▶ [BRIEF] Exclude images; transcribe the rest of the data exactly.

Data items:
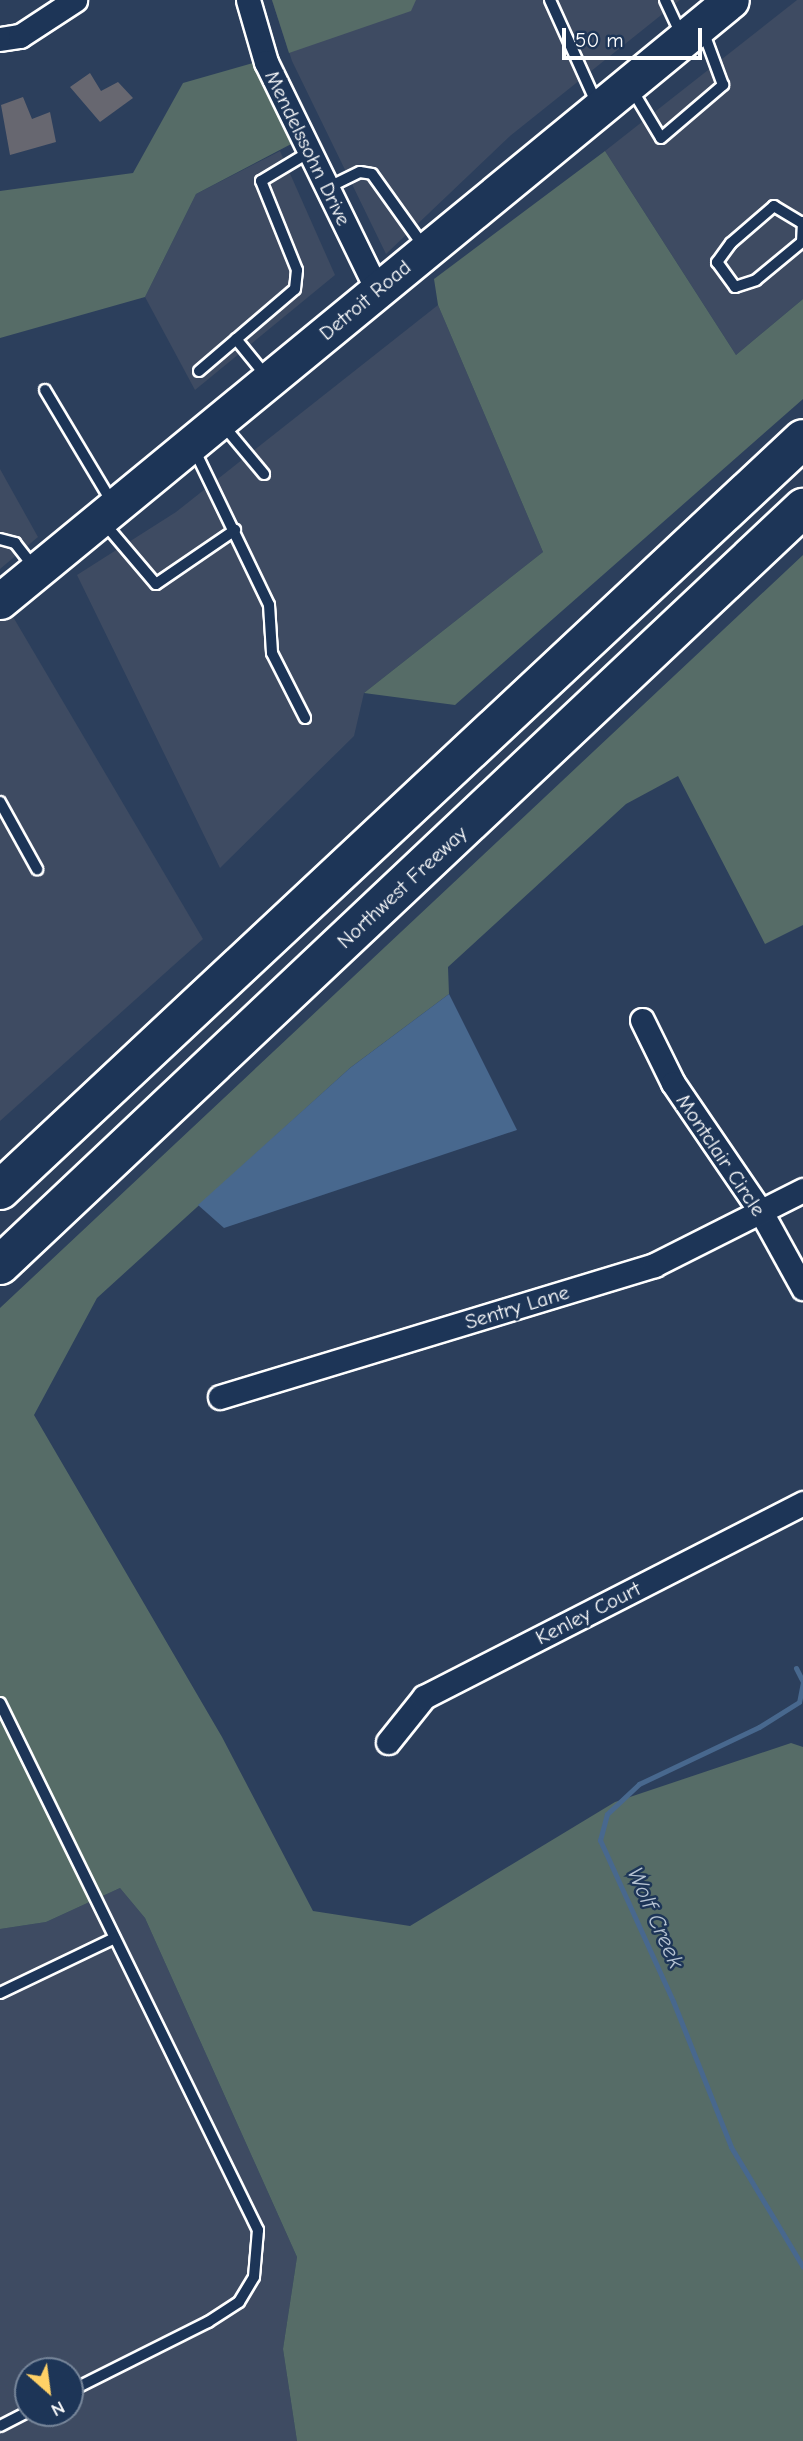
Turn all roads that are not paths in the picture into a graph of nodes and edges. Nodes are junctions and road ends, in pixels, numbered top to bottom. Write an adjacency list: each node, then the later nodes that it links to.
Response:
1 (75, 0): 7 (street)
2 (248, 0): 10 (street, Mendelssohn Drive)
3 (550, 0): 9 (lane)
4 (665, 0): 6 (lane)
5 (731, 0): 6 (main road, Detroit Road)
6 (692, 32): 8 (main road, Detroit Road); 8 (lane)
7 (0, 39)
8 (629, 84): 9 (main road, Detroit Road)
9 (599, 108): 13 (main road, Detroit Road)
10 (311, 151): 11 (street, Mendelssohn Drive); 15 (lane)
11 (329, 187): 13 (lane); 14 (street, Mendelssohn Drive)
12 (802, 222): 12 (lane)
13 (426, 250): 14 (main road, Detroit Road)
14 (378, 292): 17 (main road, Detroit Road)
15 (236, 339): 16 (lane); 17 (lane)
16 (199, 371)
17 (269, 379): 19 (main road, Detroit Road)
18 (44, 390): 24 (lane)
19 (219, 420): 21 (main road, Detroit Road); 22 (lane)
20 (803, 439): 33 (highway)
21 (191, 443): 24 (main road, Detroit Road); 25 (lane)
22 (264, 474)
23 (803, 508): 36 (highway, Northwest Freeway)
24 (107, 512): 25 (lane); 27 (main road, Detroit Road)
25 (235, 530): 29 (lane)
26 (0, 539): 27 (lane)
27 (37, 571): 28 (main road, Detroit Road)
28 (0, 601)
29 (305, 718)
30 (0, 802): 31 (lane)
31 (37, 869)
32 (642, 1020): 35 (street, Montclair Circle)
33 (0, 1190)
34 (803, 1190): 35 (street, Sentry Lane)
35 (761, 1212): 37 (street, Montclair Circle); 38 (street, Sentry Lane)
36 (0, 1265)
37 (803, 1288)
38 (220, 1397)
39 (803, 1503): 41 (street, Kenley Court)
40 (0, 1703): 42 (lane)
41 (388, 1742)
42 (115, 1938): 43 (lane); 44 (lane)
43 (0, 1993)
44 (84, 2384)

▶ [ANSWER BELOW]
Turn all roads that are not paths in the picture into a graph of nodes and edges. Nodes are junctions and road ends, in pixels, numbered top to bottom. Write an adjacency list: each node, then the later nodes that it links to.
Response:
1 (75, 0): 7 (street)
2 (248, 0): 10 (street, Mendelssohn Drive)
3 (550, 0): 9 (lane)
4 (665, 0): 6 (lane)
5 (731, 0): 6 (main road, Detroit Road)
6 (692, 32): 8 (main road, Detroit Road); 8 (lane)
7 (0, 39)
8 (629, 84): 9 (main road, Detroit Road)
9 (599, 108): 13 (main road, Detroit Road)
10 (311, 151): 11 (street, Mendelssohn Drive); 15 (lane)
11 (329, 187): 13 (lane); 14 (street, Mendelssohn Drive)
12 (802, 222): 12 (lane)
13 (426, 250): 14 (main road, Detroit Road)
14 (378, 292): 17 (main road, Detroit Road)
15 (236, 339): 16 (lane); 17 (lane)
16 (199, 371)
17 (269, 379): 19 (main road, Detroit Road)
18 (44, 390): 24 (lane)
19 (219, 420): 21 (main road, Detroit Road); 22 (lane)
20 (803, 439): 33 (highway)
21 (191, 443): 24 (main road, Detroit Road); 25 (lane)
22 (264, 474)
23 (803, 508): 36 (highway, Northwest Freeway)
24 (107, 512): 25 (lane); 27 (main road, Detroit Road)
25 (235, 530): 29 (lane)
26 (0, 539): 27 (lane)
27 (37, 571): 28 (main road, Detroit Road)
28 (0, 601)
29 (305, 718)
30 (0, 802): 31 (lane)
31 (37, 869)
32 (642, 1020): 35 (street, Montclair Circle)
33 (0, 1190)
34 (803, 1190): 35 (street, Sentry Lane)
35 (761, 1212): 37 (street, Montclair Circle); 38 (street, Sentry Lane)
36 (0, 1265)
37 (803, 1288)
38 (220, 1397)
39 (803, 1503): 41 (street, Kenley Court)
40 (0, 1703): 42 (lane)
41 (388, 1742)
42 (115, 1938): 43 (lane); 44 (lane)
43 (0, 1993)
44 (84, 2384)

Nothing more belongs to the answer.